A própria definição do termo sustentabilidade apresentada pelo Relatório de Brundtland permite interpretações para pensar tanto em um desenvolvimento com ética associado à justiça socioambiental como a outro, em uma perspectiva conservadora de crescimento econômico. A primeira está associada a uma sustentabilidade que considera as diversas dimensões da sustentabilidade, a segunda a uma sustentabilidade de mercado. É nesse sentido que Leff (2006) adverte que o termo sustentabilidade é vulgarmente utilizado como defesa da busca de um crescimento sustentado baseado no mecanismo de livre mercado.

Lima (2003) indica duas matrizes discursivas de sustentabilidade. A primeira se refere ao discurso oficial da sustentabilidade, que compreende o desdobramento da proposta de sustentabilidade a partir dos trabalhos da Comissão de Brundtland e difundida nos eventos e conferências, assimilada por setores não-governamentais e empresariais. Enfatiza a dimensão econômica e tecnológica da sustentabilidade e entende que a economia de mercado tem a capacidade de liderar processo de transição para o desenvolvimento sustentável, através da introdução de tecnologias limpas e do consumo ecologicamente orientado. A segunda matriz tende a se identificar com os princípios da democracia participativa e considera que a sociedade civil organizada tem um papel importante na transição para a sustentabilidade e prioriza a equidade social. De acordo com Lima (2003), com relação ao Estado, a matriz se subdivide em duas tendências: uma que suspeita da ação estatal e outra que defende a intervenção estatal como melhor caminho para a sustentabilidade.
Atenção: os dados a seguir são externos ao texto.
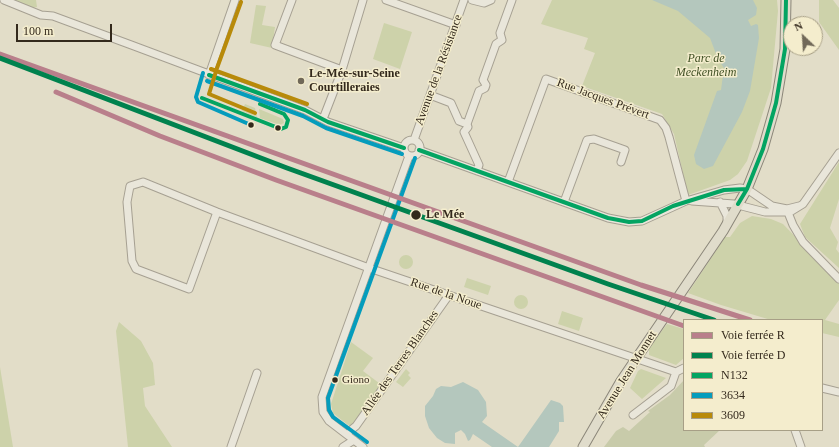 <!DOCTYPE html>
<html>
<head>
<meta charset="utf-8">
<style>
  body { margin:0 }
  #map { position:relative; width:839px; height:447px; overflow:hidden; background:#e2ddc8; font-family:Georgia,serif }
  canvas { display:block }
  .legend { position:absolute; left:683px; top:319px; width:140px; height:112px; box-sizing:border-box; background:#f4edcd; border:1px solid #a79f86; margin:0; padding:5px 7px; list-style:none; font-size:12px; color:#33291c }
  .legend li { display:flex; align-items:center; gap:8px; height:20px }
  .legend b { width:20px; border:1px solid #a79f86 }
  .north { position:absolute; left:783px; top:16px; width:40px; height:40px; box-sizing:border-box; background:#f4edcd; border:1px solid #a79f86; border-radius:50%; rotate:335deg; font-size:11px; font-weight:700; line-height:16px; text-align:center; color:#33291c }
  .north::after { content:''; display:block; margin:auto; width:14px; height:18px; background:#706858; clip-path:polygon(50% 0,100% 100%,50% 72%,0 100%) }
  .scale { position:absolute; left:16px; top:24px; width:96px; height:18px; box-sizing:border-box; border:2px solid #33291c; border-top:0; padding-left:5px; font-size:12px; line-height:14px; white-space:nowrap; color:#33291c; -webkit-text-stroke:3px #f4edcd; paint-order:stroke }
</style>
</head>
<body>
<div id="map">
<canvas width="839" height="447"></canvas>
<ul class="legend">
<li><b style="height:5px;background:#b97f8b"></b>Voie ferrée R</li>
<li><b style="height:5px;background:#00824e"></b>Voie ferrée D</li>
<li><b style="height:5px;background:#03a462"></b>N132</li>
<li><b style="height:5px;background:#059cbc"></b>3634</li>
<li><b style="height:5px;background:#b88a0a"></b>3609</li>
</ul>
<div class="north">N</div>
<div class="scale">100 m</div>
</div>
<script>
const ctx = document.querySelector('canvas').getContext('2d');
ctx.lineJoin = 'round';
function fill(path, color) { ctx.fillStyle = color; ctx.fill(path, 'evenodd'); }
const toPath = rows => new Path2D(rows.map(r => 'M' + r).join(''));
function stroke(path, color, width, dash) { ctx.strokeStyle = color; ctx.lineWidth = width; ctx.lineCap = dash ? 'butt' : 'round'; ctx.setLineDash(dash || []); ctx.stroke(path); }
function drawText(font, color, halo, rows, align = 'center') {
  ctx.font = font + ' Georgia,serif'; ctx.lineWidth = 3; ctx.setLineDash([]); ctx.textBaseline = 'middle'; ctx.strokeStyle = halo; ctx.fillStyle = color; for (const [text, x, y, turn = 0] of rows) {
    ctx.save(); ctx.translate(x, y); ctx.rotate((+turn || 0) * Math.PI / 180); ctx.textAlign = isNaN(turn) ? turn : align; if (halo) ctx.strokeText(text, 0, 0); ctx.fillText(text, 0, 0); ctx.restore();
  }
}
fill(toPath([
  [12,0,36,0,37,7,32,8],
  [552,0,777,0,778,11,771,88,747,161,738,174,730,180,688,195,674,134,662,114,582,86,595,53,584,49,588,38,541,24],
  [819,0,833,0,839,8,839,50,819,22],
  [256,5,266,6,262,25,275,27,272,48,250,43],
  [384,23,412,32,400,69,373,59],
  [245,104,255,108,257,117,242,111],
  [259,109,283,119,284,123,280,125,260,118],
  [839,162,839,199,830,228,838,242,836,249,839,253,839,268,805,237,800,224],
  [752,216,771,219,783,224,839,282,839,300,825,320,839,324,839,337,822,333,822,320,771,320,721,305,688,293,725,237,730,237,740,223],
  '399 262a7 7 0 1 1 14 0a7 7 0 1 1-14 0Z',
  [467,278,491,286,488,295,464,287],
  '514 302a7 7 0 1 1 14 0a7 7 0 1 1-14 0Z',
  [562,311,583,318,579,331,558,324],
  [119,322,141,341,153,363,155,385,143,388,145,406,172,447,128,447,116,331],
  [667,324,684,329,684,358,676,365,649,355,649,348],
  [351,342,373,358,363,371,383,386,353,426,348,425,333,413,331,404],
  [0,367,13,447,0,447],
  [406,369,410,373,408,375,411,378,403,387,396,382],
  [641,369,666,378,642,399,630,388,638,371]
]), '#cdd2aa');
fill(toPath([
  [684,380,684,430,720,430,704,445,705,447,604,447,616,431,623,427,629,431,650,412,648,411,670,395]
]), '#c8cbaa');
fill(toPath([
  [652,0,753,0,757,8,756,15,748,20,751,26,756,24,758,25,759,38,750,91,742,112,713,166,704,169,696,164,694,155,717,91,721,90,724,68,718,59,710,38,678,11],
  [463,382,478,390,486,402,487,416,482,422,518,447,551,400,560,403,563,406,564,422,559,422,559,431,549,447,492,447,473,434,470,440,468,441,465,434,461,430,455,433,455,444,445,443,437,438,429,428,425,416,425,406,433,396,436,389,441,386,451,387]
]), '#b4c7bd');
const minor = toPath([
  [4,0,41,15,53,16,134,46,305,110,328,122,404,148],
  [292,0,275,45,342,70],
  [386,0,456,25],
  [472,0,484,3,491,0],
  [209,75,235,0],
  [430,95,451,103,459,121,467,124],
  [323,119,342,70,363,0],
  [414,140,464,0],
  '404 148a8 8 0 1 1 16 0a8 8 0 1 1-16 0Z',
  [419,150,608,218,629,222,642,221,686,201,724,190,740,188,747,189,772,206,787,209,799,206],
  [477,171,479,165,464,132,468,127,467,124,479,91,485,88,486,85,483,80,496,44,502,40,500,33,512,0],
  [508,182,546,79,660,120,666,128,669,137,686,201],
  [692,201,734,204,765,212,790,212,803,204,839,153],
  [564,202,587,140,594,139,625,150,621,162],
  [720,202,727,216,727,224],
  [787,210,793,225,803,242,839,279],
  [217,212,189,289,136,269,132,261,127,202,130,186,143,182,217,212,369,268,676,372],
  [822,388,839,392],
  [633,415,671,386,676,372,684,368],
  [351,430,356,426,449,295],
  [795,430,801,447],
  [231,447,257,373],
  [343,447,354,440],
  [363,447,329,421,323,412,322,397,409,156]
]);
const major = toPath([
  [583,447,621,381,723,231,747,189,763,149,776,103,785,49,786,0]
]);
stroke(minor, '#a6a092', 9);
stroke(major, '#8b8679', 11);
stroke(minor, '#e9e6da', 7);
stroke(major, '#e0dccb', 9);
stroke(toPath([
  [209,75,305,110,328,122,404,148],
  [202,98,281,129,286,127,288,120,284,114,260,104],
  [419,150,608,218,629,222,642,221,673,206,724,190,747,189],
  [738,204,747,189,763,149,776,103,785,49,786,0]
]), '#03a462', 4);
stroke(toPath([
  [203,73,196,97,198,102,251,125],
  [207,81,303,116,326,128,402,154],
  [367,442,333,417,329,410,328,398,415,158]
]), '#059cbc', 4);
stroke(toPath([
  [241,2,217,68,209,94,255,113],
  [211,69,307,104]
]), '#b88a0a', 4);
stroke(toPath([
  [0,54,641,285,750,320],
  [56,92,160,136,276,180,684,326]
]), '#b97f8b', 5);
stroke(toPath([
  [0,58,287,168,608,284,714,320]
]), '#00824e', 5);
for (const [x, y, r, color] of [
  [301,81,4,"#706858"],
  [251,125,3.5,"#33291c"],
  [278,128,3.5,"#33291c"],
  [416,215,5.5,"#33291c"],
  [335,380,3.5,"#33291c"]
]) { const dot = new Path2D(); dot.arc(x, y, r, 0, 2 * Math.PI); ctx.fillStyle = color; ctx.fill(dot); stroke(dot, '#f4edcd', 1.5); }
drawText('11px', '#33291c', '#f4edcd', [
  ["Giono",342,380]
], 'left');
drawText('italic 12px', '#3f4f23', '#f4edcd', [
  ["Parc de",706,59],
  ["Meckenheim",706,73]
]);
drawText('12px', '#33291c', '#f4edcd', [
  ["Avenue de la Résistance",439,70,-70],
  ["Rue Jacques Prévert",603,99,20],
  ["Rue de la Noue",446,294,19],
  ["Allée des Terres Blanches",400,363,-55],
  ["Avenue Jean Monnet",627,375,-58]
]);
drawText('bold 12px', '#33291c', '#f4edcd', [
  ["Le-Mée-sur-Seine",309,74],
  ["Courtilleraies",309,88]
], 'left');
drawText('bold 12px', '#33291c', '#f4edcd', [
  ["Le Mée",426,215]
], 'left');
</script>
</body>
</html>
Para Jucá (2013), a condição fundamental para atingir uma sustentabilidade é colocar limites ao crescimento econômico, o que implica reduzir o uso de recursos naturais não renováveis, de modo que não comprometa a sua utilização pelas gerações futuras.

As mudanças e os problemas ambientais são irreversíveis e não é possível analisar o conceito de desenvolvimento sustentável sem considerar a interrelação das dimensões de sustentabilidades apontadas por Sachs. Logo, a responsabilidades de todos os atores é ampliada na busca da sustentabilidade, a qual demanda ações e alternativas decisórias que possibilitem otimizar os

recursos ambientais existentes e as demandas das populações em relação ao seu uso e gestão.

Em síntese, tomando o licenciamento ambiental como um instrumento com possibilidade de consolidar o desenvolvimento sustentável, pode-se dizer que ele é um caminho na busca da governança para a sustentabilidade. Pode também se constituir um fator de mediação de conflitos ambientais contemplando aspectos importantes como a preservação ambiental, o trabalho e a reprodução sociocultural das populações que sofrem os impactos dos grandes empreendimentos. A partir do entendimento entre os atores (Estado, empreendedores e população), abre-se caminho para relações mais transparentes. Assim, é um instrumento da democracia que, por meio da gestão dos recursos naturais e de ações que visem à melhoria da qualidade de vida, incorpora as dimensões da sustentabilidade.